At the city bus station, he accidentally meets Carol Bell, a woman unsure of her engagement to a man toward whom she has confused feelings. Initially annoyed by Jack's wild, disruptive antics on the bus and at a diner, Carol gradually warms to him as they set off on a trip through middle America towards Northern
California. During the journey she has time to reflect on her impending wedding, as Jack tries to locate his three war buddies hoping to enlist them in his dream to start a worm farm.

Jack and Carol visit Harrison Ford's character Ken Boyd, who races stock cars. Jack finds that Boyd's venture raising rabbits (for rabbit waste) for worm farming) is essentially incomplete. Jack ends up racing his stock car and coming in third place at a local race. Boyd then gives the car to Jack and Carol to continue their trip. Continuing on, the couple checks into a motel where Jack is robbed outside a bar. After recovering the stolen money in a bar fight, Carol rescues Jack by crashing into the bar. Fleeing the scene, Jack and Carol eventually end up at the suburban home of Army buddy Adcox. There they find Adcox's wife living with her family and Adcox not home but “drifting”. The couple continues to Eureka after a traffic stop by police apparently for driving the damaged car from the bar crash. Having abandoned their car at a repair shop, they hitchhike on to California. When a visit to the parents of the third results in the disclosure that the friend had died in the war, Jack, who knew as much but was in denial, relives the battlefield trauma of his buddy's death on Eureka's streets, which morphs into the battle in Viet Nam. Finally, Carol's compassion and caring enable Jack to come to terms with reality.

==Cast==
- Henry Winkler as Jack Dunne
- Sally Field as Carol Bell
- Harrison Ford as Ken Boyd
- Val Avery as Bus Driver
- Olivia Cole as Jane Adcox
- Hector Elias as Dr. Elias
- Dennis Burkley as Gus
- Tony Burton as Chef
- Michael Cavanaugh as Peanuts
- Stuart Margolin (uncredited) Station Wagon Driver
- Rance Howard as Veterans Hospital Orderly
- John Cassavetes (uncredited) as VA Doctor

==Production==
The film was based on an original autobiographical script by James Carabatsos, a Vietnam veteran who also wrote such military-themed films as Heartbreak Ridge and Hamburger Hill. He sent it to the agent of Henry Winkler, then hugely popular because of Happy Days. Winkler loved the script and showed it to two producers, Lawrence Turman and David Foster, who wanted to work with him. They presented it as a package to Ned Tanen at Universal who agreed to finance the movie. David Freeman did a rewrite of the film which was shot over 35 days.

==Reception==
The film was difficult to sell owing to its subject matter and the fact Winkler was playing a character so different from the Fonz.

===Critical response===
On Rotten Tomatoes, Heroes holds a rating of 27% from 15 reviews. On Metacritic the film has a weighted average score of 35 out of 100, based on 7 critics, indicating "generally unfavorable" reviews.

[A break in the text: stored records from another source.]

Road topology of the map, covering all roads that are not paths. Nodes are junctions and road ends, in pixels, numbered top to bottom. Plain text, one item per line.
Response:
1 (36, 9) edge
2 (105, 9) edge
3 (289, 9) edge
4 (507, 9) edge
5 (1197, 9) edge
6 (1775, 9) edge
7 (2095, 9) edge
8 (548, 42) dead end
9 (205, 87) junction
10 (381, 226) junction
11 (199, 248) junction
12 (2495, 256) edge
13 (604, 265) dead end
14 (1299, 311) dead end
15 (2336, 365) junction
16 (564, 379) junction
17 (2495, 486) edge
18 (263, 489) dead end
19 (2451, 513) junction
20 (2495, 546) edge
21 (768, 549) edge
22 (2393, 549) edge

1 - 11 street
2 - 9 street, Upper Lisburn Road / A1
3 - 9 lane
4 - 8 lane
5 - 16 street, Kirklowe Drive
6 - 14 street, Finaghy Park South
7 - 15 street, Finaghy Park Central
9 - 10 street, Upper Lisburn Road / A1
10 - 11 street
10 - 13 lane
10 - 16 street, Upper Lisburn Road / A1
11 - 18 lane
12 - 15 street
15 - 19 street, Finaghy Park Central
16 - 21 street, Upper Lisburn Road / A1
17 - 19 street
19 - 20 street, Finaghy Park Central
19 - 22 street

When the movie was released on VHS/DVD, the ending song, "Carry On Wayward Son" by Kansas - their first Top 20 hit - was replaced by a generic rock ballad, as the rights to the song had not been obtained. This greatly diminished the emotional impact of the final scene. However, most TV airings still contain the original soundtrack, and, in fact, the inclusion of the Kansas song has allowed "Carry On Wayward Son" to remain popular since its release, being certified Gold in 1990, and frequently still heard on the radio.

===Box office===
The movie was a box office success, grossing $33.5 million on a $3.1 million budget, and opened at number 1 at the U.S. box office.

===Accolades===
Henry Winkler received a Golden Globe award nomination for Best Actor in a Drama film. He also received the corresponding BAFTA nomination. It received another BAFTA nomination, for Best Musical Score.